Tak lama setelah menerima telepon Ibu, sebuah nama terpampang di layar, memanggil-manggil saya. 

"Halo... Bapak..."
"Assalamualaikum... Dimana, nak?"

Logat Bapak Hajau langsung melayangkan badan saya kembali ke Kedamin, Putussibau. Lelaki 59 tahun inilah yang menjadi juru batu sampan kami selama seminggu menyusuri sungai Kapuas, sungai Bungan dan sungai Bulit. Meskipun sudah berumur setengah abad lebih, jangan ragukan kekuatannya menarik sampan kami, melewati berbagai riam yang menggila di sepanjang sungai.
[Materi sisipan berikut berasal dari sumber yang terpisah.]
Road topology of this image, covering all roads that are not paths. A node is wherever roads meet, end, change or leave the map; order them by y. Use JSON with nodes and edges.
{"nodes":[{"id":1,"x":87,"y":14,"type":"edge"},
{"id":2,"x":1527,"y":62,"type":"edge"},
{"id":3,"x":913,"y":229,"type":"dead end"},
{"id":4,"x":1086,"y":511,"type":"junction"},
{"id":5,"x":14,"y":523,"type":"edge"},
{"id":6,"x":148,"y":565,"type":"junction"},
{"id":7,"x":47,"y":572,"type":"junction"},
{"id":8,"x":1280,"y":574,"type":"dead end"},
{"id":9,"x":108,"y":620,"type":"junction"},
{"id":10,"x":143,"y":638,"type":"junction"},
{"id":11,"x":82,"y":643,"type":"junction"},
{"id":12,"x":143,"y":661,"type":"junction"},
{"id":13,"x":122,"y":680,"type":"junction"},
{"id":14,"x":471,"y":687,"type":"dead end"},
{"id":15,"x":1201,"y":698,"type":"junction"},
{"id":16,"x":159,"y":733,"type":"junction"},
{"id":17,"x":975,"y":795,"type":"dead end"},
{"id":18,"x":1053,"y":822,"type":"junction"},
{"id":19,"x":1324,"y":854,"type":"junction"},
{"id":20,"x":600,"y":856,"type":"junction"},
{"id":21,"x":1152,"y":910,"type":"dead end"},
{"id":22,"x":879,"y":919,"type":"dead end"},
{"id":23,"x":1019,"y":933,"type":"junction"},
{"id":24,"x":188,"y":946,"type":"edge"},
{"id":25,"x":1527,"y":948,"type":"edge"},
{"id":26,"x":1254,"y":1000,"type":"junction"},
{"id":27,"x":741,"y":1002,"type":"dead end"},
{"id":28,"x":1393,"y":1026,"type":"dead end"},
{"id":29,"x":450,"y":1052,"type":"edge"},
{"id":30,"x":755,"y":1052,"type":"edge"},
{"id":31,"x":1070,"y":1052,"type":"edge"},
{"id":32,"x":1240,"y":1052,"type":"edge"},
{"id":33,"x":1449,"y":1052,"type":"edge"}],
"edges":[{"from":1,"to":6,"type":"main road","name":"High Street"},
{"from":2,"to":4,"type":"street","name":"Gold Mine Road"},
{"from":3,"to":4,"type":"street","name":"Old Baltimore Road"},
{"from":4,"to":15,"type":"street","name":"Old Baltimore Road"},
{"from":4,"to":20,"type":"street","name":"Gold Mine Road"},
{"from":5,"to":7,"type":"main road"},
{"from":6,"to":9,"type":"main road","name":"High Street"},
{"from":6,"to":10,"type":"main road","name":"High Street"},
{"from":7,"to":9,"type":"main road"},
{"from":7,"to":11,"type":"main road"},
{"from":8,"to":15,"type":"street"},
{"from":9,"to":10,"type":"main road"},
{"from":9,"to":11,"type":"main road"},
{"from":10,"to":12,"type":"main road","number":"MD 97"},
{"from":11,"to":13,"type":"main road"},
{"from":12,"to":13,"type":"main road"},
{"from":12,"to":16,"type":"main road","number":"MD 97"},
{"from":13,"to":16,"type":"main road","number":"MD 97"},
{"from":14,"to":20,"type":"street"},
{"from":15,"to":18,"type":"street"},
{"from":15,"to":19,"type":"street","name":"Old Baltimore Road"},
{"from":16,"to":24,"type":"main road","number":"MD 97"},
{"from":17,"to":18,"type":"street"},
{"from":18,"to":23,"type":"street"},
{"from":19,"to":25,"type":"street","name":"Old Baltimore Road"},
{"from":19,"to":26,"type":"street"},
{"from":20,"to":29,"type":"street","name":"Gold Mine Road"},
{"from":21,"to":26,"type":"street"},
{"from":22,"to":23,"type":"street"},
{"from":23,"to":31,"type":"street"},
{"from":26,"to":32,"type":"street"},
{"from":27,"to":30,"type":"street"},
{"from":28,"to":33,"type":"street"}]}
Beliau adalah seorang Dayak Punan Hovongan yang lahir dan besar di Tanjung Lokang, sebuah desa terakhir di ujung sungai Bungan, dekat dengan perbatasan Kalimantan Timur. Beliau meninggalkan Tanjung Lokang setelah memeluk agama Islam dan mengikuti putra-putrinya yang membangun keluarga di Putussibau.

"Kalau bukan karena kampung sendiri, rasanya ndak akan saya mudik ke Lokang lagi," begitu ucapan yang pernah saya dengar dari mulut beliau. Dan setelah merasakan sendiri, dua hari perjalanan susur sungai yang saya lewati untuk mencapai desa yang dihuni oleh Dayak Punan Hovongan tersebut, rasanya wajar jika Bapak mengatakan hal tersebut.

"Saya sudah sampai di Jakarta, Pak. Bapak apa kabar?"
"Baik... Bagaimana dengan Anty dan Ian?"
"Kami menggunakan pesawat yang berbeda, Pak, mereka akan tiba di Jakarta sekitar pukul tujuh."
"Oh ya sudah, hati-hati ya, Putri... Besok Bapak kembali ke Tanjung Lokang, mengantarkan tentara."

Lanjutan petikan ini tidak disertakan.